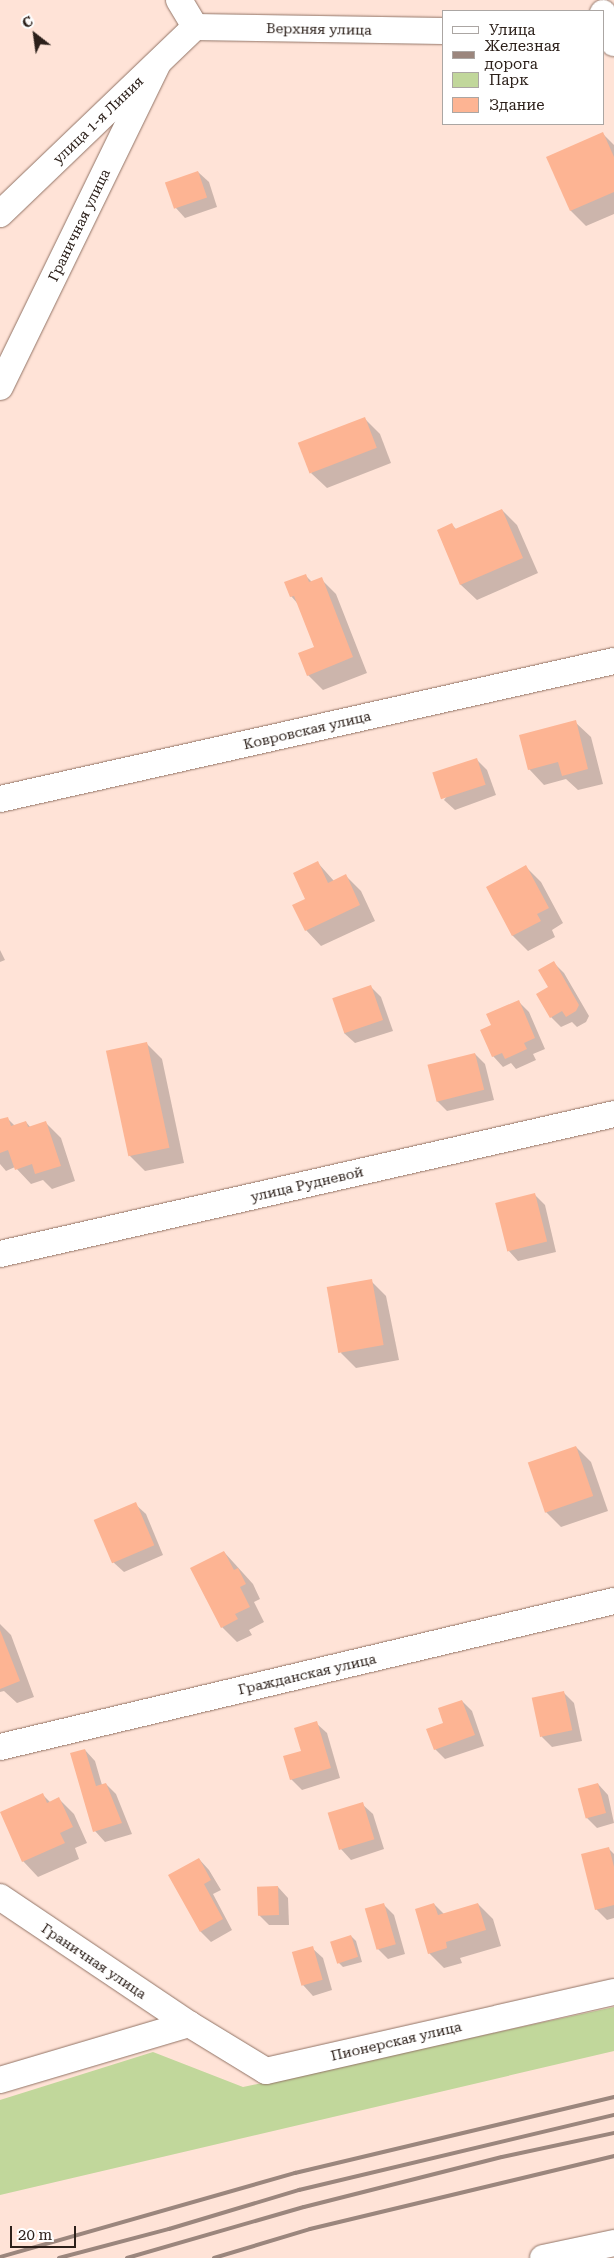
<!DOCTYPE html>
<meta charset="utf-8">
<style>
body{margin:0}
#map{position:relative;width:614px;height:2258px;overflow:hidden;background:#ffe3d7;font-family:"Roboto Serif",serif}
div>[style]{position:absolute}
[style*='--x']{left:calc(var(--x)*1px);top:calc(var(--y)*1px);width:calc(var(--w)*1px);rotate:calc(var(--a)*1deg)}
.green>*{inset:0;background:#c1d79b}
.shadow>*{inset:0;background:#0003}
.building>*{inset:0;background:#fdb493;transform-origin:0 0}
.roads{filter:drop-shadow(0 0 1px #927466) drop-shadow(0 0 1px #927466)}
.street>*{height:26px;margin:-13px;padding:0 13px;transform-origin:13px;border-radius:13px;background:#fff}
.rail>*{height:4px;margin:-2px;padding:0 2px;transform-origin:2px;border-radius:2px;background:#9b867d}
span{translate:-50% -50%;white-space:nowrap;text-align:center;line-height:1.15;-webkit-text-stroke:4px #fff;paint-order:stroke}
.street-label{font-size:14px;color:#2c201a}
.legend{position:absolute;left:442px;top:10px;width:162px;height:115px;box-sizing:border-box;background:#fff;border:1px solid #aba6a3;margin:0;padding:6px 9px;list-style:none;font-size:15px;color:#2c201a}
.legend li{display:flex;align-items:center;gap:10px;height:25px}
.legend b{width:25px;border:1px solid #aba6a3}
.north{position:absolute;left:10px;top:10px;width:50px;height:50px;-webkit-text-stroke:4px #fff;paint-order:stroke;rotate:330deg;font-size:14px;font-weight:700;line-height:20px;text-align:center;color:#2c201a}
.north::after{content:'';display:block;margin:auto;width:18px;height:22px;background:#2c201a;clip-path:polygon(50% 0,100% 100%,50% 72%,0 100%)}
.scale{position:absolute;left:10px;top:2226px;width:66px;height:22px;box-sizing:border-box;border:2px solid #2c201a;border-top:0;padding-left:6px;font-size:15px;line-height:18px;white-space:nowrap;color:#2c201a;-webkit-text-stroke:4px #fff;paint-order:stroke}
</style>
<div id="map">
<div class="green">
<div style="clip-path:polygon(614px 2007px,614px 2051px,0 2195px,0 2100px,153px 2052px,243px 2087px)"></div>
</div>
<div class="shadow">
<div style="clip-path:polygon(603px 134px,614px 145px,614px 214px,586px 226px,571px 211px,548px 157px)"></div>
<div style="clip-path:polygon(198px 172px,209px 182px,217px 207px,185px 218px,175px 207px)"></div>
<div style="clip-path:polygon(364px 418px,380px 434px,391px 463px,327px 488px,311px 473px)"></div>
<div style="clip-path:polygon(502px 510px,517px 525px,538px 573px,477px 600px,461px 585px,438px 531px,452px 525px,457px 530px)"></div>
<div style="clip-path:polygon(306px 576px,312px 582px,321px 579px,336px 594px,367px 673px,323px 690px,308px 675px,316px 648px,298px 604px,291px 596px)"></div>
<div style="clip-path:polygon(575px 722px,591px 737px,603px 784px,578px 790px,566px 779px,544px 785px,529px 769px)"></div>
<div style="clip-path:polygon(476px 759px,487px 770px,496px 795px,455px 810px,444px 800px)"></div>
<div style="clip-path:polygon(318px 863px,334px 881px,346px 876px,361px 891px,375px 921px,321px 946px,306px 930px,306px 899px)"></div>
<div style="clip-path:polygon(526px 867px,541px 882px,563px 923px,552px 930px,555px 937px,528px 951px,513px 936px,488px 887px)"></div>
<div style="clip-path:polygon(0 950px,5px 960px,0 962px)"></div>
<div style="clip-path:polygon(554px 963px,564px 973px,589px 1016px,586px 1022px,577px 1027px,572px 1022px,561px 1027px,551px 1017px,550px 988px)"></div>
<div style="clip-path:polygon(371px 987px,381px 997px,393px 1031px,355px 1043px,344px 1033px)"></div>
<div style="clip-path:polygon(518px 1001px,529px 1012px,545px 1049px,533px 1054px,536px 1060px,516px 1069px,511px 1063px,503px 1067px,493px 1056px,492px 1026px)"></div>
<div style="clip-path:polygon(147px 1044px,162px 1059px,184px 1163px,145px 1171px,130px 1156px)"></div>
<div style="clip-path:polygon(475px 1054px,485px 1064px,494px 1100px,447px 1111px,437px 1101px)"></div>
<div style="clip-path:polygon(7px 1118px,15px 1126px,26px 1122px,31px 1128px,46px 1123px,61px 1138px,75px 1181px,52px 1189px,43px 1180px,31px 1184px,15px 1167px,6px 1171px,0 1164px,0 1121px)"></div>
<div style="clip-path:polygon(534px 1194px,545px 1205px,556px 1252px,518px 1261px,508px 1250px)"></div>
<div style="clip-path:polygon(371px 1281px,386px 1296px,399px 1360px,356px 1368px,341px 1353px)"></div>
<div style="clip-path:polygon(576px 1447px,591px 1462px,608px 1511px,561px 1527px,546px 1512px)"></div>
<div style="clip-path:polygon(135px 1504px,146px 1514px,163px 1555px,124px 1572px,113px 1562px)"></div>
<div style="clip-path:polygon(224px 1552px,253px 1584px,260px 1599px,254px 1602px,264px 1622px,249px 1630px,252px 1635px,237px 1642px,222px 1627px)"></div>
<div style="clip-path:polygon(0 1624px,11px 1635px,34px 1697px,17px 1703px,4px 1691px,0 1692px)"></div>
<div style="clip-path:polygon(563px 1692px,574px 1703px,582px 1741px,552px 1747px,542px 1737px,534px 1699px)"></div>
<div style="clip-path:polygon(462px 1701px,472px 1711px,484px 1746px,445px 1759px,435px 1749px)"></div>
<div style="clip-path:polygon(316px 1723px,327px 1733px,340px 1778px,302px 1790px,291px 1779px)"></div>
<div style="clip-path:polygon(85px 1750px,95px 1761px,102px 1785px,106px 1784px,116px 1794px,132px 1834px,105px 1842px,95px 1831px)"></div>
<div style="clip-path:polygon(598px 1784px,608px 1795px,614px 1823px,597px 1828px,587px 1818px)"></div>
<div style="clip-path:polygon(42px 1794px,51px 1803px,59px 1799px,74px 1814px,87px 1843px,75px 1848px,79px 1859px,38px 1877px,23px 1861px)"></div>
<div style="clip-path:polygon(362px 1804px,373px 1814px,384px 1849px,351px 1860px,341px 1849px)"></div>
<div style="clip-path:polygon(608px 1848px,614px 1854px,614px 1918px,607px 1920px,596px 1909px)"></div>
<div style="clip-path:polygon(199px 1859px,209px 1870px,221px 1890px,213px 1894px,232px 1930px,211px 1942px,201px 1932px)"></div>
<div style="clip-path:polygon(278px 1887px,288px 1898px,289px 1925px,269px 1925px,259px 1915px)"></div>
<div style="clip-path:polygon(383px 1904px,394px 1915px,405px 1954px,388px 1959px,378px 1949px)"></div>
<div style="clip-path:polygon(434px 1904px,444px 1914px,478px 1904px,493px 1919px,501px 1946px,460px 1958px,462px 1963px,444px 1968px,429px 1953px)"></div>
<div style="clip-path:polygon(351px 1936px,356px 1941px,362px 1962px,343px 1967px,338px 1962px)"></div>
<div style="clip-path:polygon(312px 1948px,323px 1958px,332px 1990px,313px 1996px,303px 1985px)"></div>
</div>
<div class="building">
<div style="clip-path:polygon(603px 132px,614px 157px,614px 192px,570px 211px,546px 157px)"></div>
<div style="left:198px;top:171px;width:28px;height:35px;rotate:71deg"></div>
<div style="left:365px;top:417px;width:33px;height:72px;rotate:69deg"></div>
<div style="clip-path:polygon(502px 509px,523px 558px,460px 585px,437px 530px,452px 523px,455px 529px)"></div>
<div style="clip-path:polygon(306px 574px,309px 582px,322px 577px,353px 657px,307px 676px,298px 653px,314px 647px,294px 596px,290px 597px,284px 582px)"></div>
<div style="clip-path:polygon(576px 720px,588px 769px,562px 776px,558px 762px,528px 770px,519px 735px)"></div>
<div style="left:477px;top:758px;width:28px;height:47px;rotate:72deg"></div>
<div style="clip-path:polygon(318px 861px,328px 883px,346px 874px,360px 905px,305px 931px,292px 905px,305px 899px,293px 873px)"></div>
<div style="clip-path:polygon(526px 865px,549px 908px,537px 914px,541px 921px,512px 936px,486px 887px)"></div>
<div style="clip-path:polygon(554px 961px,579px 1005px,576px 1011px,566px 1017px,562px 1011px,550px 1018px,536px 994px,548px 987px,538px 970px)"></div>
<div style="left:371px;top:985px;width:37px;height:41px;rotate:71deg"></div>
<div style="clip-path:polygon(519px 1000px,535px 1038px,524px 1043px,527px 1049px,505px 1059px,502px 1053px,492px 1057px,480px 1030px,491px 1025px,486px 1014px)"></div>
<div style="left:147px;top:1042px;width:108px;height:42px;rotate:78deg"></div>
<div style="left:475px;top:1053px;width:38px;height:49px;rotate:76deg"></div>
<div style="clip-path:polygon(8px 1117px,11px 1126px,26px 1121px,28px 1127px,46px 1121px,61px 1166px,35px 1174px,32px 1164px,15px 1170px,8px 1150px,0 1153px,0 1119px)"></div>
<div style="left:535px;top:1193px;width:50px;height:41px;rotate:76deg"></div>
<div style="left:372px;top:1279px;width:67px;height:46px;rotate:80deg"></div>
<div style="left:576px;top:1446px;width:53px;height:51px;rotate:71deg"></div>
<div style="left:136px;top:1502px;width:47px;height:46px;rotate:67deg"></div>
<div style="clip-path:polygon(224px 1551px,234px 1570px,238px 1568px,246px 1584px,240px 1587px,250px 1607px,235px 1614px,238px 1619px,221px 1628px,190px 1568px)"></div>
<div style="clip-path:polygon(0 1630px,20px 1681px,0 1689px)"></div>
<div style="left:564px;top:1691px;width:40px;height:33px;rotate:78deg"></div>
<div style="clip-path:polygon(462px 1700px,475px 1735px,434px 1750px,426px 1729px,443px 1723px,438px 1708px)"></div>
<div style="clip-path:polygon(317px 1721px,331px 1768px,290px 1780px,283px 1756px,301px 1751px,294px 1728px)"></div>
<div style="clip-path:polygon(85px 1749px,96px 1786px,106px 1783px,122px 1823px,93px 1832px,70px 1753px)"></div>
<div style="left:598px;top:1783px;width:31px;height:21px;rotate:75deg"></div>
<div style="clip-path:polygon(43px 1793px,47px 1803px,59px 1797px,73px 1827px,60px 1833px,65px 1843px,22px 1862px,0 1812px)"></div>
<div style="left:363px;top:1802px;width:39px;height:37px;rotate:73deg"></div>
<div style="clip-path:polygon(609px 1847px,614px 1867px,614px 1905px,595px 1910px,581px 1854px)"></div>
<div style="clip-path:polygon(199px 1858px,211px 1880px,204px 1884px,223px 1919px,200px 1932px,168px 1875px)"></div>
<div style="left:278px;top:1886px;width:29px;height:21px;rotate:88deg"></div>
<div style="left:384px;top:1903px;width:43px;height:20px;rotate:74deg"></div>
<div style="clip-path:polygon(434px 1903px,438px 1915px,478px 1903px,486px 1930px,446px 1942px,447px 1948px,428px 1954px,415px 1909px)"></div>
<div style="left:351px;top:1935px;width:23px;height:22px;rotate:72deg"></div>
<div style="left:313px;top:1946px;width:35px;height:22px;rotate:74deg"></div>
</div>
<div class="roads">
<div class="street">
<div style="--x:179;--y:0;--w:31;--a:59"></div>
<div style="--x:603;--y:13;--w:32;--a:70"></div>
<div style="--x:195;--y:27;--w:248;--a:0.9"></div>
<div style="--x:0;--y:214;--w:270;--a:-43.8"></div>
<div style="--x:0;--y:387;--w:360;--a:-64"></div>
<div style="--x:0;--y:799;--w:629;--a:-12.67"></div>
<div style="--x:0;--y:1254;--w:630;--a:-12.84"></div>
<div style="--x:0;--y:1747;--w:631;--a:-13.38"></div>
<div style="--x:0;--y:1897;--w:228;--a:33.9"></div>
<div style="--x:189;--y:2024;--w:90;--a:31.4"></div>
<div style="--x:266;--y:2071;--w:357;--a:-12.8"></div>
<div style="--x:0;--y:2080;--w:197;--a:-16.5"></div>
<div style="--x:543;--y:2258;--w:73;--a:-11.9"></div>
</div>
</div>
<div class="rail">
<div style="--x:0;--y:2257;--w:307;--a:-15.9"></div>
<div style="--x:295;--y:2173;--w:328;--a:-13.4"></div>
<div style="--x:59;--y:2258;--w:114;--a:-14.8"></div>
<div style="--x:169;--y:2229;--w:136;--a:-16.7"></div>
<div style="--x:299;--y:2190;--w:324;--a:-13.4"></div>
<div style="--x:127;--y:2258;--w:184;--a:-16.1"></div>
<div style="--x:304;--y:2207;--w:204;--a:-14.2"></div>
<div style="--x:502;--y:2157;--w:115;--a:-12.1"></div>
<div style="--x:214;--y:2258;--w:100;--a:-16.8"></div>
<div style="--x:310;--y:2229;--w:313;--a:-13.5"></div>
</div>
<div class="street-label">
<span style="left:319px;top:29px;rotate:1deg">Верхняя улица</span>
<span style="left:98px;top:120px;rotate:-44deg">улица 1-я Линия</span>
<span style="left:79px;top:225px;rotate:-64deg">Граничная улица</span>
<span style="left:307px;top:730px;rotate:-13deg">Ковровская улица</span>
<span style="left:307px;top:1184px;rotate:-13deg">улица Рудневой</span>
<span style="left:307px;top:1674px;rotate:-13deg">Гражданская улица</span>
<span style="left:94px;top:1961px;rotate:34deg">Граничная улица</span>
<span style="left:396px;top:2041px;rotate:-13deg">Пионерская улица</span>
</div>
<ul class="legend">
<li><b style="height:6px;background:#fff"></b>Улица</li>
<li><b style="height:6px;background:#9b867d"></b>Железная дорога</li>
<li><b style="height:14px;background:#c1d79b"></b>Парк</li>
<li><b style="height:14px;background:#fdb493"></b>Здание</li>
</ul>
<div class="north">С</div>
<div class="scale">20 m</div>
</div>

_ _ _ _ _ _ _

- _Requirement_
Starting at the first line of the data, set down each line exactly until you have copied the line with "1px #927466) drop-shadow(0", but leave the pictures out.

- _Exercise result_
<!DOCTYPE html>
<meta charset="utf-8">
<style>
body{margin:0}
#map{position:relative;width:614px;height:2258px;overflow:hidden;background:#ffe3d7;font-family:"Roboto Serif",serif}
div>[style]{position:absolute}
[style*='--x']{left:calc(var(--x)*1px);top:calc(var(--y)*1px);width:calc(var(--w)*1px);rotate:calc(var(--a)*1deg)}
.green>*{inset:0;background:#c1d79b}
.shadow>*{inset:0;background:#0003}
.building>*{inset:0;background:#fdb493;transform-origin:0 0}
.roads{filter:drop-shadow(0 0 1px #927466) drop-shadow(0 0 1px #927466)}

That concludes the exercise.